Packing a Lunch

This is more of a lunch prep food hack than a recipe. You’re generally going to have a more filling and nutritious lunch and food throughout the work day if you plan ahead and pack food from home. Planning begins with a base for your mid-day meal. I like something with a good mix of protein and carbohydrates, so I’ll start with this:

  • 1 fresh red, green or yellow bell pepper diced and sizzled in olive oil in a deep skillet over medium heat
  • Add 1 1/2 lbs ground turkey and brown
  • Season with chipotle, cumin, chilli powder, or cayenne pepper to taste. (You know how much heat you like.
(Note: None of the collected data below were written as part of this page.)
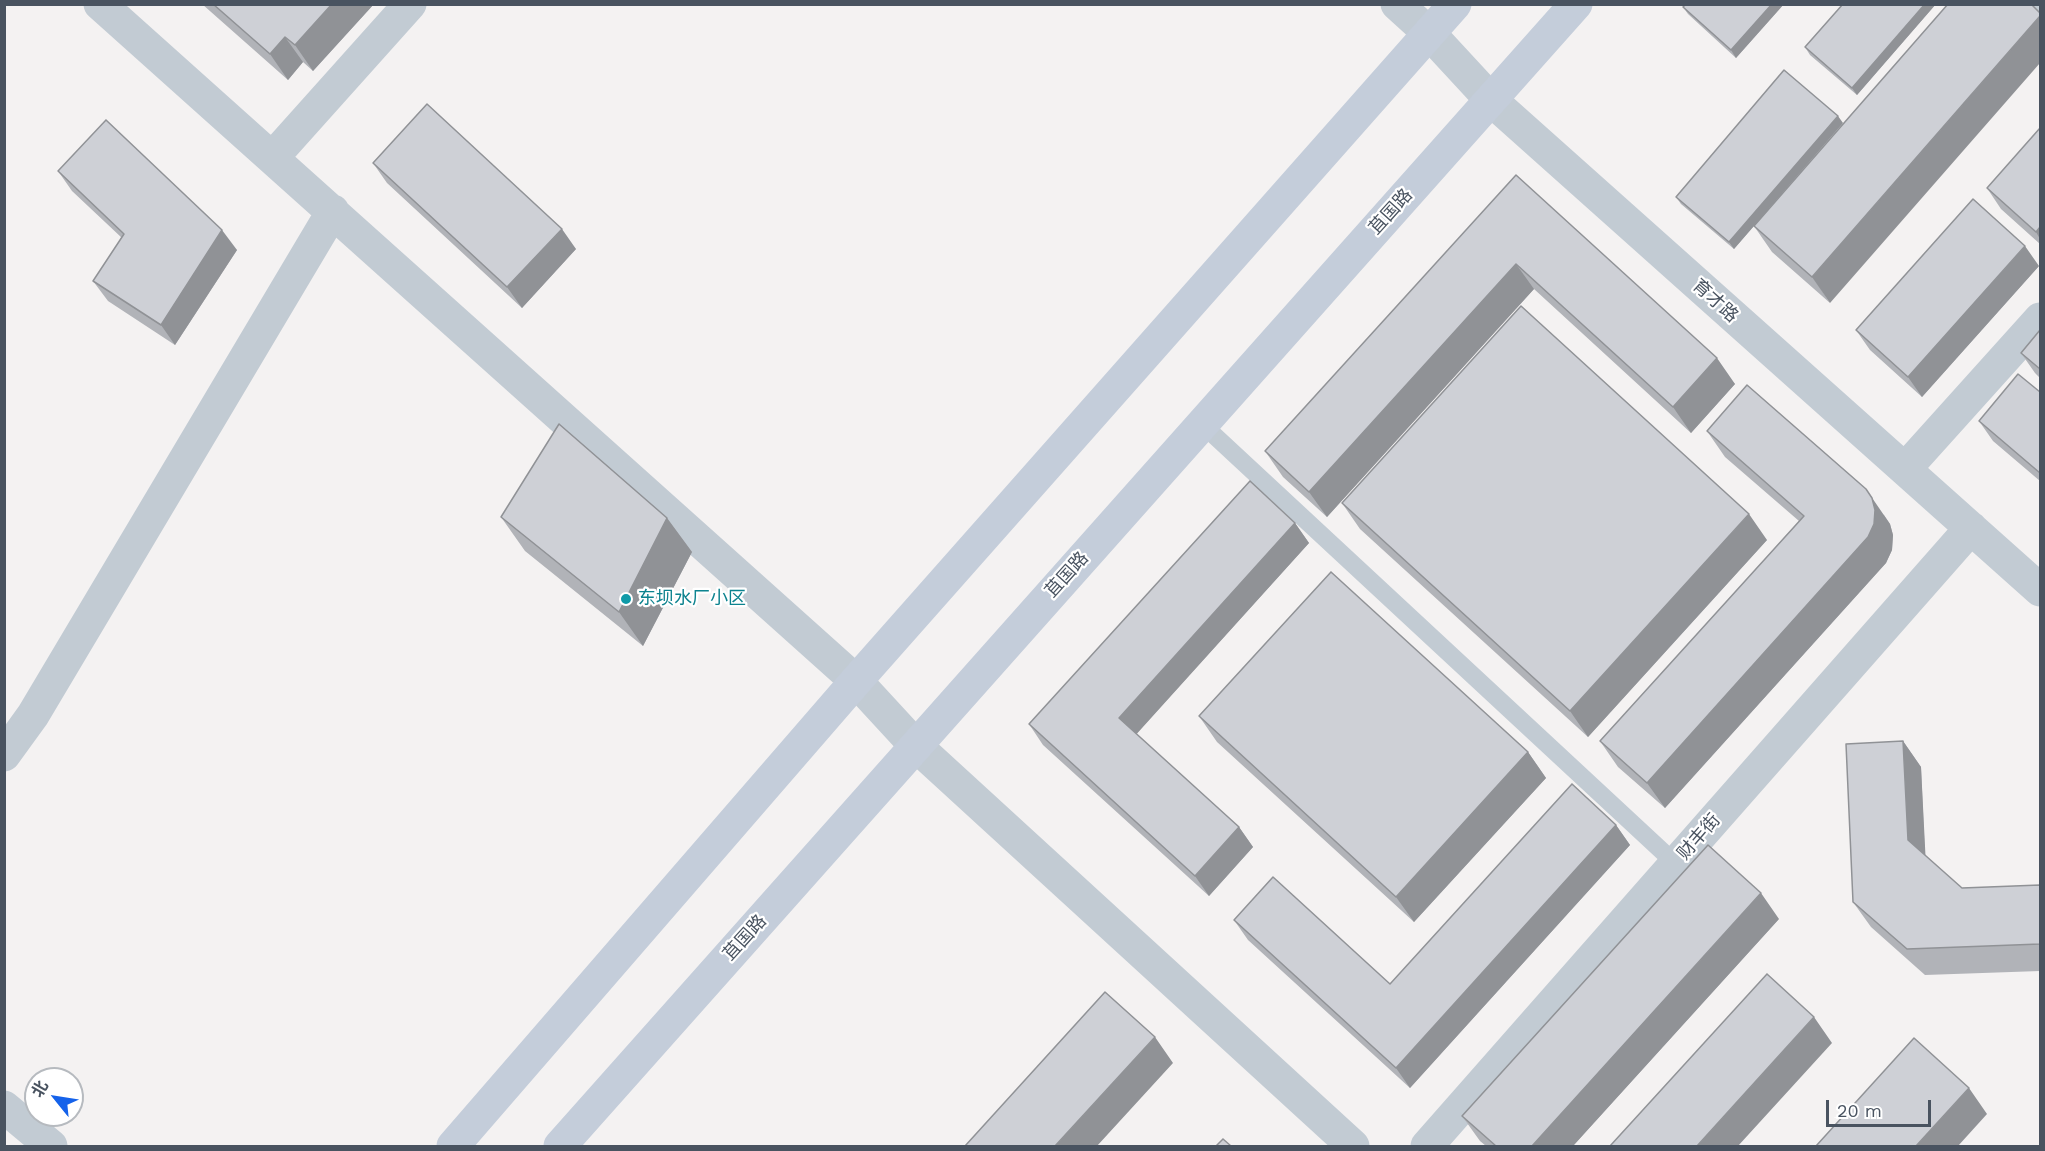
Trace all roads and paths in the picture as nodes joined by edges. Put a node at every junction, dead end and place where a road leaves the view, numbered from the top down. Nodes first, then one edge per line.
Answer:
1 (100, 4) edge
2 (410, 4) edge
3 (1397, 4) edge
4 (1455, 4) edge
5 (1576, 4) edge
6 (2032, 4) edge
7 (2040, 12) edge
8 (1430, 34) junction
9 (1491, 100) junction
10 (273, 157) junction
11 (333, 211) junction
12 (2040, 319) edge
13 (1202, 424) junction
14 (1905, 469) junction
15 (1971, 528) junction
16 (2040, 590) edge
17 (856, 681) junction
18 (915, 745) junction
19 (4, 755) edge
20 (1676, 864) junction
21 (4, 1107) edge
22 (51, 1146) edge
23 (453, 1146) edge
24 (560, 1146) edge
25 (1353, 1146) edge
26 (1427, 1146) edge

1 - 10 street
2 - 10 street
3 - 8 street, 育才路
4 - 8 main road
5 - 9 main road, 苴国路
6 - 7 lane
8 - 9 street, 育才路
8 - 17 main road
9 - 13 main road, 苴国路
9 - 14 street, 育才路
10 - 11 street
11 - 17 street
11 - 19 street
12 - 14 street
13 - 18 main road, 苴国路
13 - 20 lane
14 - 15 street, 育才路
15 - 16 street, 育才路
15 - 20 street, 财丰街
17 - 18 street
17 - 23 main road
18 - 24 main road, 苴国路
18 - 25 street
20 - 26 street, 财丰街
21 - 22 street

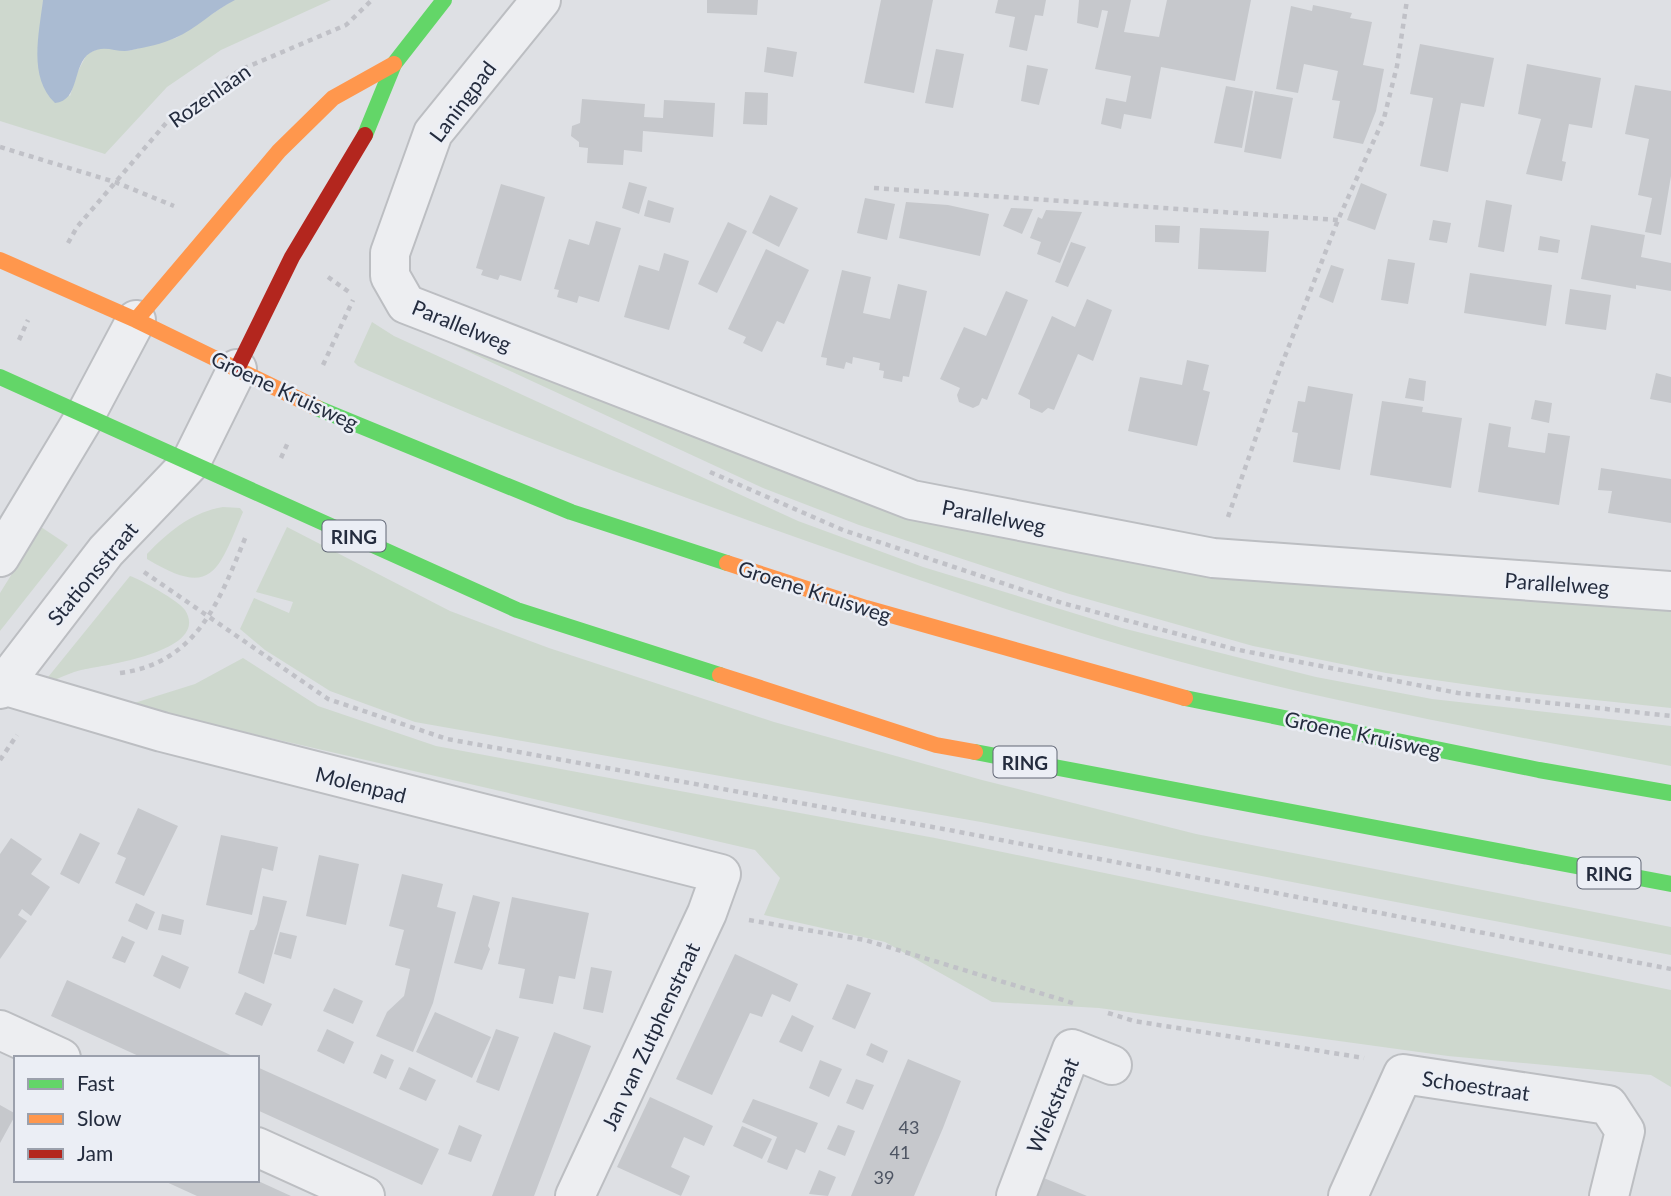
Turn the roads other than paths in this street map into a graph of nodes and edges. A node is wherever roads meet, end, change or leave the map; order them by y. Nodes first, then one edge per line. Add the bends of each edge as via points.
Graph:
1 (444, 0) edge
2 (541, 0) edge
3 (394, 64) junction
4 (390, 253) joint
5 (0, 260) edge
6 (136, 320) junction
7 (237, 369) junction
8 (0, 377) edge
9 (85, 416) junction
10 (191, 462) junction
11 (0, 557) edge
12 (1671, 591) edge
13 (2, 687) edge
14 (1671, 793) edge
15 (721, 874) joint
16 (1671, 884) edge
17 (0, 1030) edge
18 (57, 1056) edge
19 (1112, 1065) dead end
20 (259, 1148) edge
21 (365, 1196) edge
22 (575, 1196) edge
23 (1016, 1196) edge
24 (1348, 1196) edge
25 (1609, 1196) edge

1 - 3 main road
2 - 4 street, Laningpad via 433,133
3 - 6 main road via 333,98 215,223
3 - 7 main road via 373,121 292,257
4 - 12 street, Parallelweg via 390,276 406,304 912,500 1213,558
5 - 6 main road, Groene Kruisweg
6 - 7 main road, Groene Kruisweg
6 - 9 street
7 - 10 street, Stationsstraat
7 - 14 main road, Groene Kruisweg via 306,403 571,512 866,608 1168,695
8 - 9 main road, RING
9 - 10 main road, RING
9 - 11 street
10 - 13 street, Stationsstraat via 106,551
10 - 16 main road, RING via 517,610 936,746
13 - 15 street, Molenpad
15 - 22 street, Jan van Zutphenstraat
17 - 18 street
19 - 23 street, Wiekstraat via 1072,1049
20 - 21 street
24 - 25 street, Schoestraat via 1403,1074 1608,1105 1625,1131

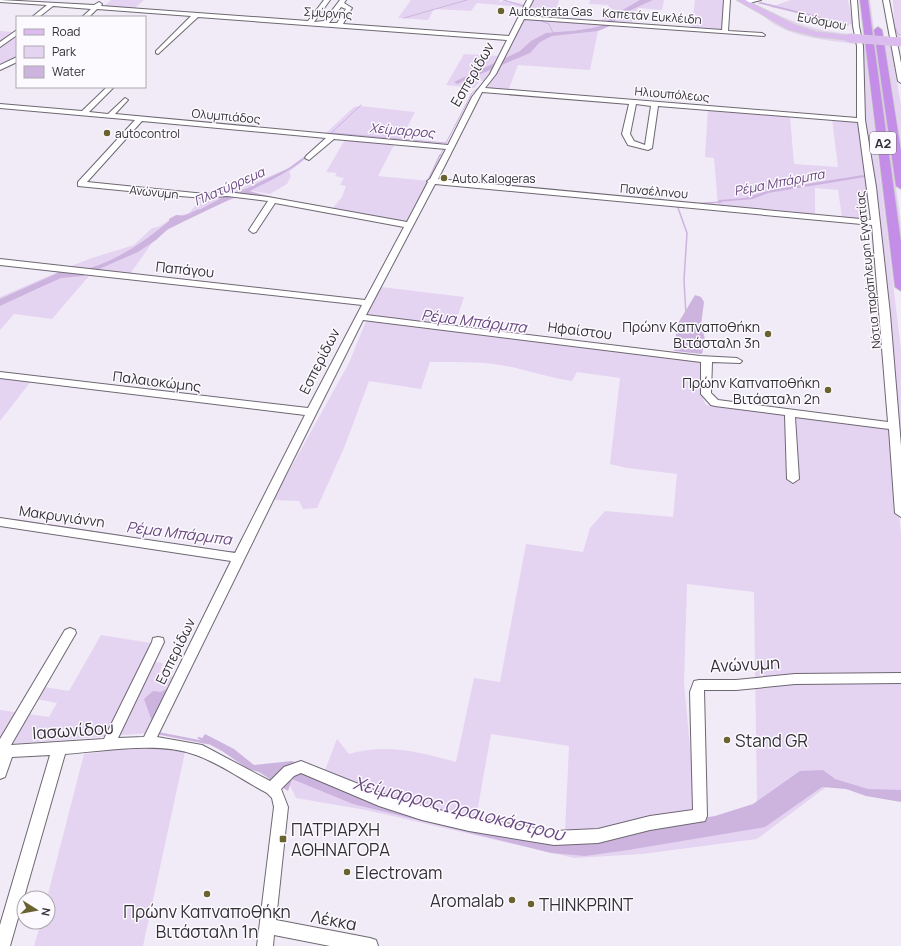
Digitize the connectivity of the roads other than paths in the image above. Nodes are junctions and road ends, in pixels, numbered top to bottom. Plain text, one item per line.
1 (0, 0) edge
2 (104, 0) edge
3 (327, 0) edge
4 (530, 0) edge
5 (727, 0) edge
6 (757, 0) edge
7 (850, 0) edge
8 (854, 0) edge
9 (864, 0) edge
10 (886, 0) edge
11 (744, 1) edge
12 (48, 2) edge
13 (341, 3) edge
14 (96, 7) junction
15 (758, 9) junction
16 (197, 14) junction
17 (36, 16) edge
18 (86, 16) edge
19 (521, 17) junction
20 (877, 23) dead end
21 (310, 24) junction
22 (321, 24) junction
23 (339, 25) junction
24 (856, 26) junction
25 (725, 32) junction
26 (16, 33) edge
27 (762, 35) dead end
28 (511, 38) junction
29 (901, 42) edge
30 (0, 45) edge
31 (158, 52) dead end
32 (0, 60) edge
33 (15, 60) edge
34 (0, 68) edge
35 (901, 78) edge
36 (110, 88) edge
37 (481, 90) junction
38 (125, 100) dead end
39 (633, 102) junction
40 (655, 103) junction
41 (0, 106) edge
42 (84, 113) junction
43 (110, 116) junction
44 (141, 118) junction
45 (861, 120) junction
46 (332, 136) junction
47 (451, 147) junction
48 (309, 158) dead end
49 (431, 181) junction
50 (901, 186) edge
51 (273, 200) junction
52 (875, 223) junction
53 (408, 225) junction
54 (253, 230) dead end
55 (0, 262) edge
56 (901, 287) edge
57 (367, 303) junction
58 (360, 317) junction
59 (703, 359) junction
60 (737, 361) dead end
61 (0, 375) edge
62 (311, 412) junction
63 (790, 413) junction
64 (894, 426) junction
65 (793, 479) dead end
66 (901, 513) edge
67 (0, 522) edge
68 (238, 558) junction
69 (70, 633) dead end
70 (158, 642) dead end
71 (901, 678) edge
72 (148, 742) junction
73 (110, 745) junction
74 (59, 749) junction
75 (2, 752) edge
76 (0, 773) edge
77 (272, 790) junction
78 (267, 926) junction
79 (2, 946) edge
80 (265, 946) edge
81 (370, 946) edge

1 - 12 street, Σμύρνης
2 - 14 street
3 - 21 street
4 - 19 street, Εσπερίδων
5 - 25 street
6 - 11 street
6 - 15 street
7 - 24 street, Νότια παράπλευρη Εγνατίας
8 - 24 street, Νότια παράπλευρη Εγνατίας
9 - 56 highway, Α2
10 - 35 street
11 - 15 main road, Ευόσμου
12 - 14 street, Σμύρνης
12 - 17 street
13 - 22 street
13 - 23 street
14 - 16 street, Σμύρνης
14 - 18 street
15 - 29 main road, Ευόσμου, bridge
16 - 21 street, Σμύρνης
16 - 31 street
19 - 25 street, Καπετάν Ευκλέιδη
19 - 28 street, Εσπερίδων
20 - 50 highway, Α2
21 - 22 street, Σμύρνης
22 - 23 street, Σμύρνης
23 - 28 street, Σμύρνης
24 - 45 street, Νότια παράπλευρη Εγνατίας
25 - 27 street, Καπετάν Ευκλέιδη
26 - 30 street
28 - 37 street, Εσπερίδων
32 - 33 street
33 - 34 street
36 - 42 street
37 - 39 street, Ηλιουπόλεως
37 - 47 street, Εσπερίδων
38 - 43 street
39 - 40 street, Ηλιουπόλεως
39 - 40 street
40 - 45 street, Ηλιουπόλεως
41 - 42 street, Ολυμπιάδος
42 - 43 street, Ολυμπιάδος
43 - 44 street, Ολυμπιάδος
44 - 46 street, Ολυμπιάδος
44 - 51 street, Ανώνυμη
45 - 52 street, Νότια παράπλευρη Εγνατίας
46 - 47 street, Ολυμπιάδος
46 - 48 street
47 - 49 street, Εσπερίδων
49 - 52 street, Πανσέληνου
49 - 53 street, Εσπερίδων
51 - 53 street, Ανώνυμη
51 - 54 street
52 - 64 street, Νότια παράπλευρη Εγνατίας
53 - 57 street, Εσπερίδων
55 - 57 street, Παπάγου
57 - 58 street, Εσπερίδων
58 - 59 street, Ηφαίστου
58 - 62 street, Εσπερίδων
59 - 60 street, Ηφαίστου
59 - 63 street
61 - 62 street, Παλαιοκώμης
62 - 68 street, Εσπερίδων
63 - 64 street
63 - 65 street
64 - 66 street, Νότια παράπλευρη Εγνατίας
67 - 68 street, Μακρυγιάννη
68 - 72 street, Εσπερίδων
69 - 75 street
70 - 73 street
71 - 77 street, Ανώνυμη
72 - 73 street, Ιασωνίδου
72 - 77 street, Ιασωνίδου
73 - 74 street, Ιασωνίδου
74 - 75 street, Ιασωνίδου
74 - 79 street
75 - 76 street
77 - 78 street
78 - 80 street
78 - 81 street, Λέκκα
Leave out the cayenne or chilli powder if that’s too spicy for you)
  • Add one can each (drained and rinsed to lower the sodium) red kidney beans, black beans, pinto beans
  • Add a cooked pouch of boil-in-bag white or brown rice (you decide)
  • Add  1 1/2 to 2 cups of medium chunky salsa (you don’t want it to be too soupy)
  • Let simmer for 10 min, cool and portion in small plastic containers

Freeze the containers and have them in your lunch box arsenal. This stuff is seriously good and simple and filling. How many calories? How much are you going to eat? Try these easy additions to round out snacks for the remainder of the day:

  • Oikos Triple Zero Yogurt (one or two cartons depending on how much protein you need)
  • Sliced cucumbers, cherry tomatoes, celery, bell pepper strips…think fresh and snackable
  • Banana, apple, grapes, berries…don’t over-do the fruit, but it’s better than candy or cookies to satisfy a sweet craving

Don’t stress by trying to be too fancy or complicated when you’re jumping off the fast food lunch train. Pack your lunch bag and have it ready in the fridge the night before. Get fresh food that you like that’s not from a box or package. It’s a good start.